Lesson 3: You’ve got a friend in me: valuing your fans

Disney details keep die-hard fans hooked. Backstories linking rides like the Haunted Mansion to Big Thunder Railroad, Pirates of the Caribbean, and the Jungle River Cruise are present only in minutiae and props. They go over the heads of most visitors; but for legions of fans that keep coming back, this detail is invaluable. It’s very geeky, but folks love to ‘decode’ the links, sustain and interrogate the back stories.

Move over QAnon — countless YouTube videos posit theories, and staff in the park ‘play along’ with guests. Some of these back stories and theories get incorporated into ‘official’ cannon — such as the latest Jungle River Cruise film.

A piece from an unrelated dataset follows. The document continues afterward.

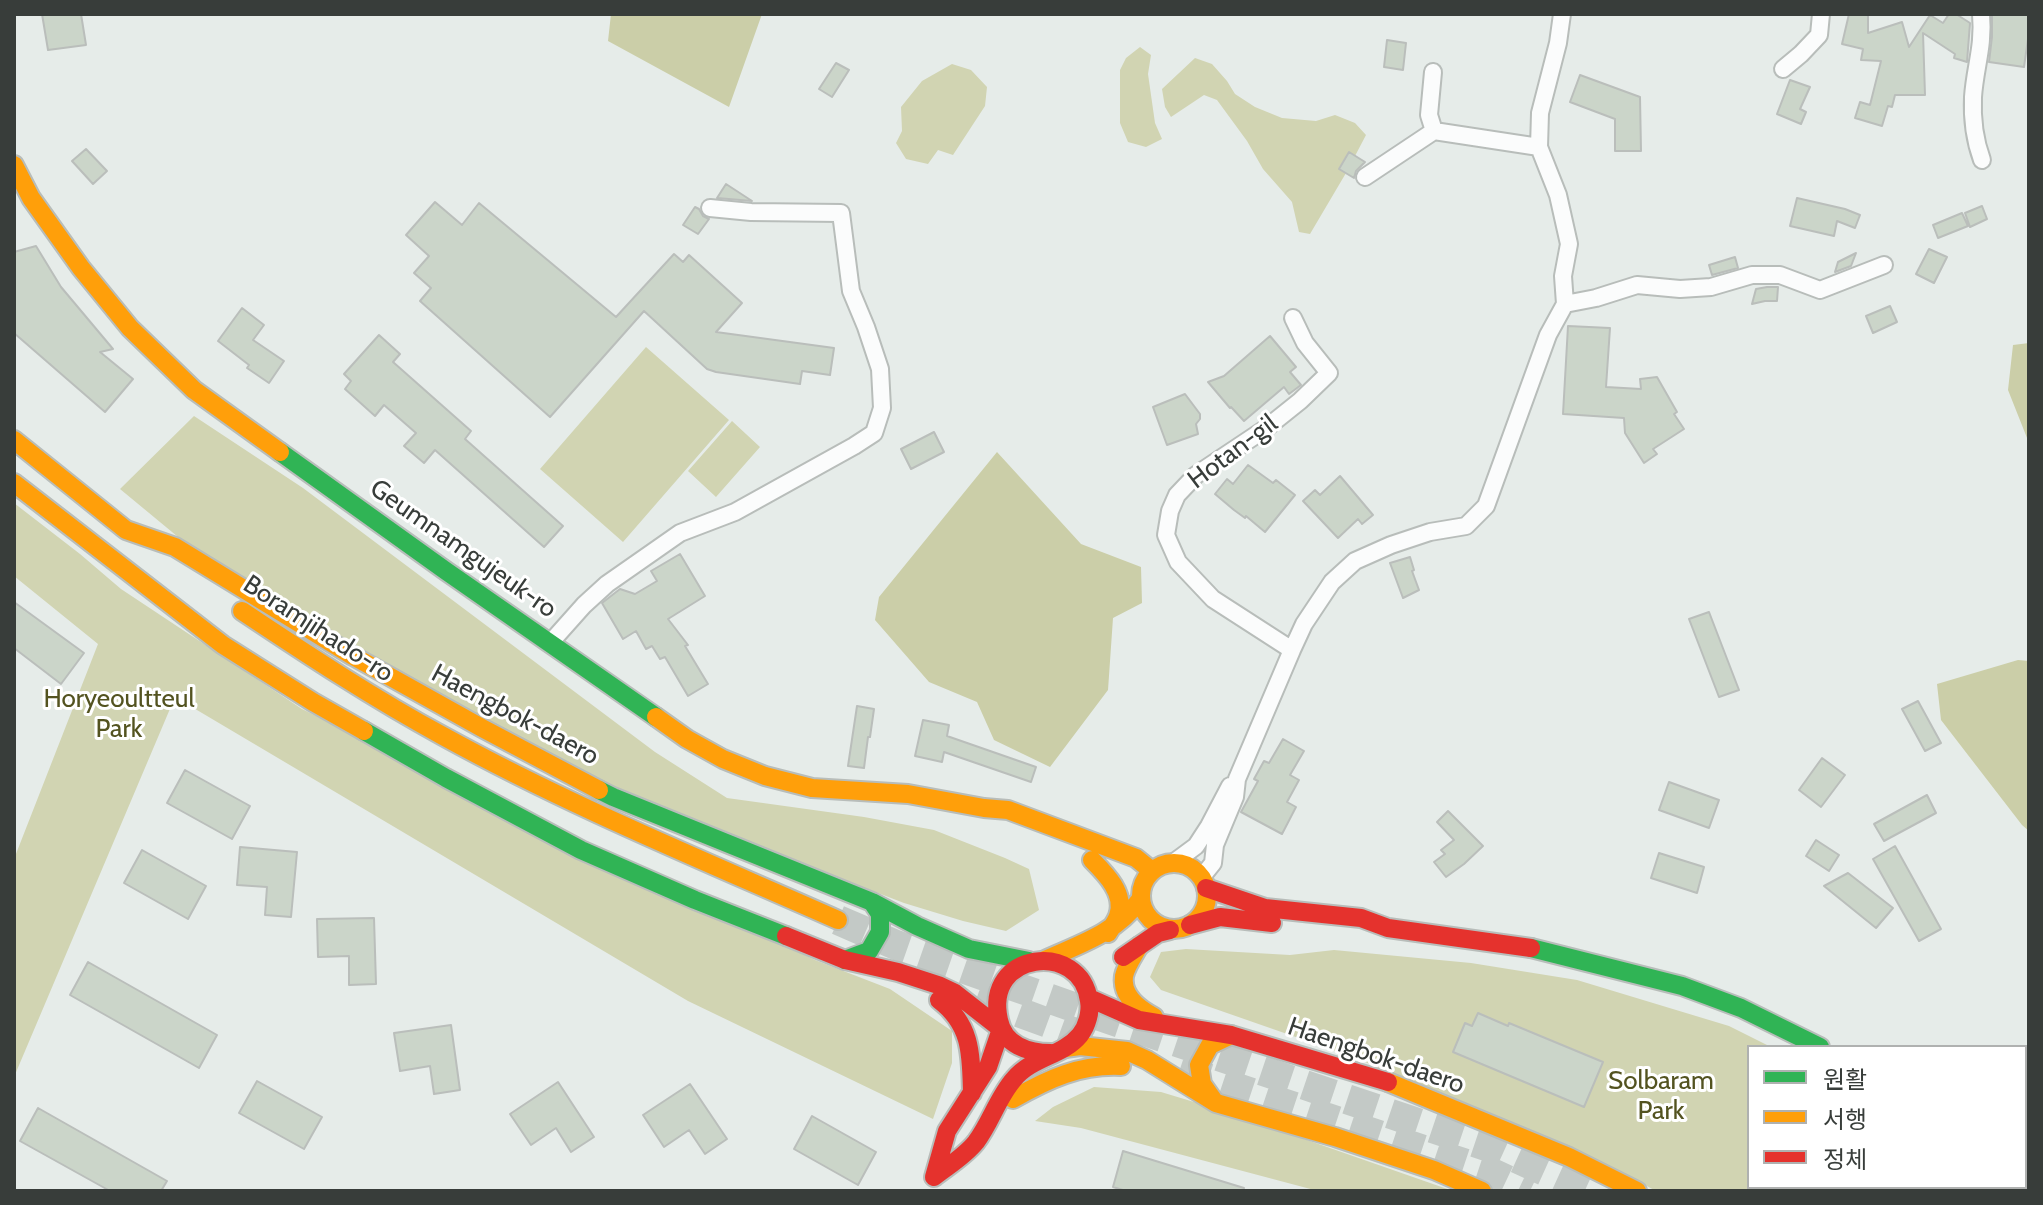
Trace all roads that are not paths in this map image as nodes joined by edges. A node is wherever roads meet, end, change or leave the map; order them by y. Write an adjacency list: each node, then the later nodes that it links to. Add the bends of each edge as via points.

Disney understands the value in keeping their biggest fans close to the brand. Letting them get involved in plots and gameplay makes them feel valued. It’s an extension of conventional marketing wisdom: 50% of loyalty programme members say that receiving special treatment not available to other customers is important to them.

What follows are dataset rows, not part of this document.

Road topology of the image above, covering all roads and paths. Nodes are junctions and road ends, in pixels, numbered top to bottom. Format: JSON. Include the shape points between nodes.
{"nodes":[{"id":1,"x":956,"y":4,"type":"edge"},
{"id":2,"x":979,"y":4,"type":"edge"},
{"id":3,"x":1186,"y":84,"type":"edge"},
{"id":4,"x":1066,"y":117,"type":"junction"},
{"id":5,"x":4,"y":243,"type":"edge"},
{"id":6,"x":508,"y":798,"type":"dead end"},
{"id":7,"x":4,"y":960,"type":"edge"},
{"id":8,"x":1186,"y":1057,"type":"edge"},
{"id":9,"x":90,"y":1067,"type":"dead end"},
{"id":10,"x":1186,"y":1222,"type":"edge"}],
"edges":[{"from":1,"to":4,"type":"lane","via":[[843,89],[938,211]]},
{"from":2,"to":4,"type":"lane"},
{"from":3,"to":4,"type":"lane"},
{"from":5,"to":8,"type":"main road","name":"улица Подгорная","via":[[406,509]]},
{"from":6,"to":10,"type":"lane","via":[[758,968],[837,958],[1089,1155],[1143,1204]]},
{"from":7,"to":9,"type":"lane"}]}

The lesson here is to keep your best (and most vociferous) customers close, giving them priority access to things like sales and insider info to fan the flames of fandom.

Lesson 4: Be our guest, a worthwhile data exchange

From queuing to paying to carrying tickets, there are a few niggling pains that Disney has worked to diminish.

A few years ago, Disney created MagicBands. These NFC enabled wristbands enabled guests to do away with ‘real’ money and pay with a simple tap. In exchange for tracking real-time movements and spend, guests can forgo their hotel room key, park ticket, and even queuing. Everything became frictionless (and a lot easier to spend money).

Last year Disney took all the learnings from the Magic Bands to develop Disney Genie. This app aims to make every visit as ‘magic’ as possible. Using data collected and modelled over millions of visits, an AI Aladdin’s Genie presents a personalised plan of what to do and when, based on real-time and predicted crowd levels. Taking into account specific preferences, users benefit from a curated plan that’s made just for them.

The key lesson here is not only obtaining customer data with a worthwhile data value exchange but using it to the advantage of customers and commerce.

So there we go, four lessons from Mickey Mouse for marketers. I can’t promise you a happily ever after, but I hope there’s at least some magic here for you to sprinkle over your future marketing work.